» **EXERCISE PROMPT**: Would you write out the entries again, exactly as they are, but without images?
────────
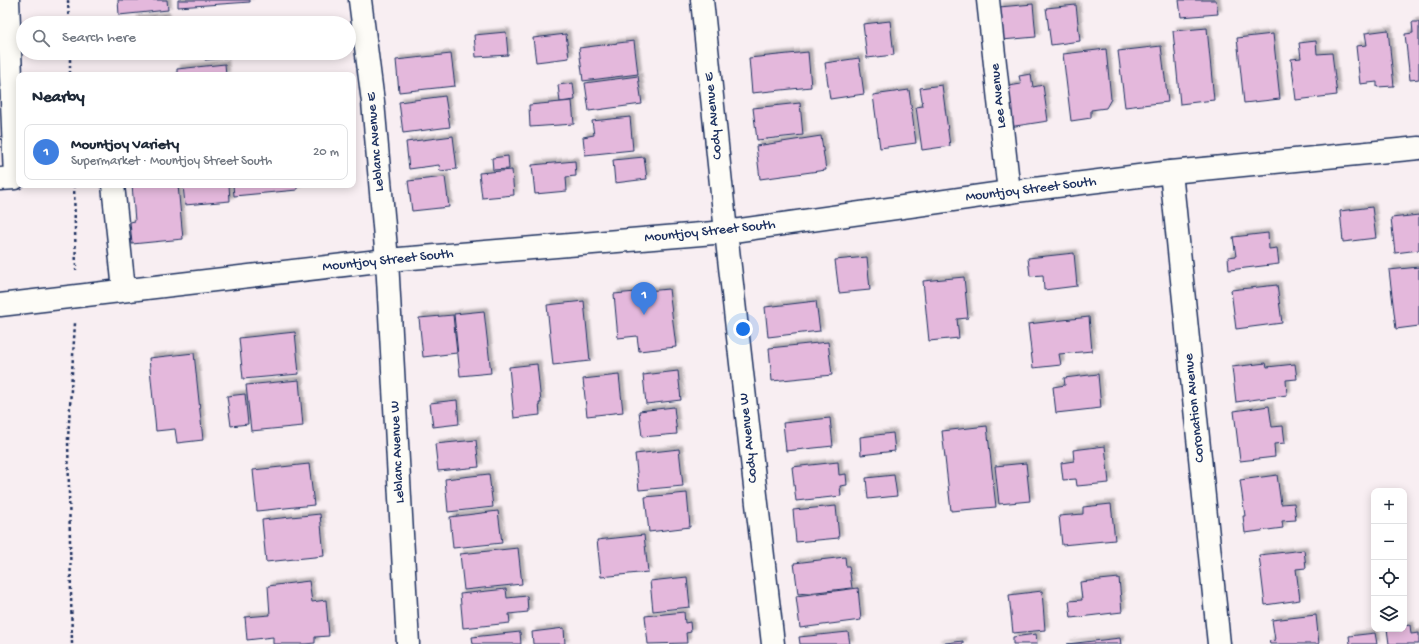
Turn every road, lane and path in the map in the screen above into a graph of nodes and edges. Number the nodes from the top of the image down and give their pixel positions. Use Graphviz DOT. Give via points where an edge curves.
graph roads {
  1 [pos="8,0"];
  2 [pos="68,0"];
  3 [pos="360,0"];
  4 [pos="702,0"];
  5 [pos="988,0"];
  6 [pos="69,16"];
  7 [pos="70,60"];
  8 [pos="70,72"];
  9 [pos="1419,148"];
  10 [pos="1171,172"];
  11 [pos="0,179"];
  12 [pos="74,188"];
  13 [pos="113,188"];
  14 [pos="1009,192"];
  15 [pos="726,232"];
  16 [pos="387,260"];
  17 [pos="124,290"];
  18 [pos="77,296"];
  19 [pos="0,305"];
  20 [pos="72,644"];
  21 [pos="408,644"];
  22 [pos="773,644"];
  23 [pos="1219,644"];
  1 -- 11 [label="street" via="15,178"];
  2 -- 6 [label="path"];
  3 -- 16 [label="street, Leblanc Avenue E" via="373,102"];
  4 -- 15 [label="street, Cody Avenue E"];
  5 -- 14 [label="street, Lee Avenue"];
  7 -- 8 [label="path"];
  9 -- 10 [label="street, Mountjoy Street South"];
  10 -- 14 [label="street, Mountjoy Street South"];
  10 -- 23 [label="street, Coronation Avenue"];
  12 -- 18 [label="path"];
  13 -- 17 [label="street"];
  14 -- 15 [label="street, Mountjoy Street South"];
  15 -- 16 [label="street, Mountjoy Street South"];
  15 -- 22 [label="street, Cody Avenue W"];
  16 -- 17 [label="street, Mountjoy Street South"];
  16 -- 21 [label="street, Leblanc Avenue W"];
  17 -- 18 [label="street, Mountjoy Street South"];
  18 -- 19 [label="street, Mountjoy Street South"];
  18 -- 20 [label="path" via="68,439"];
}
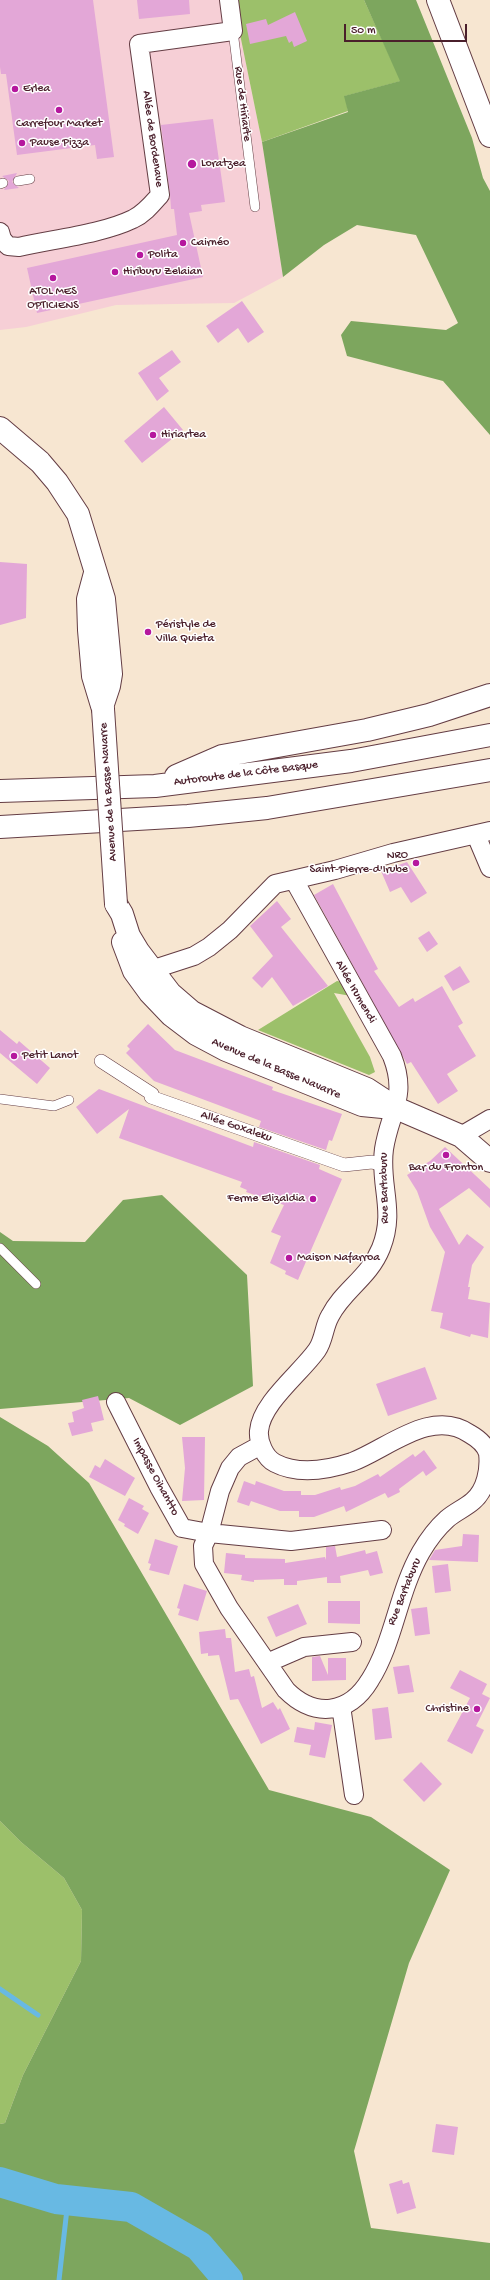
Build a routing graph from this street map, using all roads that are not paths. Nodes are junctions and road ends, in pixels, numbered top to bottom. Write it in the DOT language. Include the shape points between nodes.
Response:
────────
» **SOLUTION**:
Turn every road, lane and path in the map in the screen above into a graph of nodes and edges. Number the nodes from the top of the image down and give their pixel positions. Use Graphviz DOT. Give via points where an edge curves.
graph roads {
  1 [pos="8,0"];
  2 [pos="68,0"];
  3 [pos="360,0"];
  4 [pos="702,0"];
  5 [pos="988,0"];
  6 [pos="69,16"];
  7 [pos="70,60"];
  8 [pos="70,72"];
  9 [pos="1419,148"];
  10 [pos="1171,172"];
  11 [pos="0,179"];
  12 [pos="74,188"];
  13 [pos="113,188"];
  14 [pos="1009,192"];
  15 [pos="726,232"];
  16 [pos="387,260"];
  17 [pos="124,290"];
  18 [pos="77,296"];
  19 [pos="0,305"];
  20 [pos="72,644"];
  21 [pos="408,644"];
  22 [pos="773,644"];
  23 [pos="1219,644"];
  1 -- 11 [label="street" via="15,178"];
  2 -- 6 [label="path"];
  3 -- 16 [label="street, Leblanc Avenue E" via="373,102"];
  4 -- 15 [label="street, Cody Avenue E"];
  5 -- 14 [label="street, Lee Avenue"];
  7 -- 8 [label="path"];
  9 -- 10 [label="street, Mountjoy Street South"];
  10 -- 14 [label="street, Mountjoy Street South"];
  10 -- 23 [label="street, Coronation Avenue"];
  12 -- 18 [label="path"];
  13 -- 17 [label="street"];
  14 -- 15 [label="street, Mountjoy Street South"];
  15 -- 16 [label="street, Mountjoy Street South"];
  15 -- 22 [label="street, Cody Avenue W"];
  16 -- 17 [label="street, Mountjoy Street South"];
  16 -- 21 [label="street, Leblanc Avenue W"];
  17 -- 18 [label="street, Mountjoy Street South"];
  18 -- 19 [label="street, Mountjoy Street South"];
  18 -- 20 [label="path" via="68,439"];
}
Build a routing graph from this street map, using all roads that are not paths. Nodes are junctions and road ends, in pixels, numbered top to bottom. Write it in the DOT language. Include the shape points between nodes.
Response:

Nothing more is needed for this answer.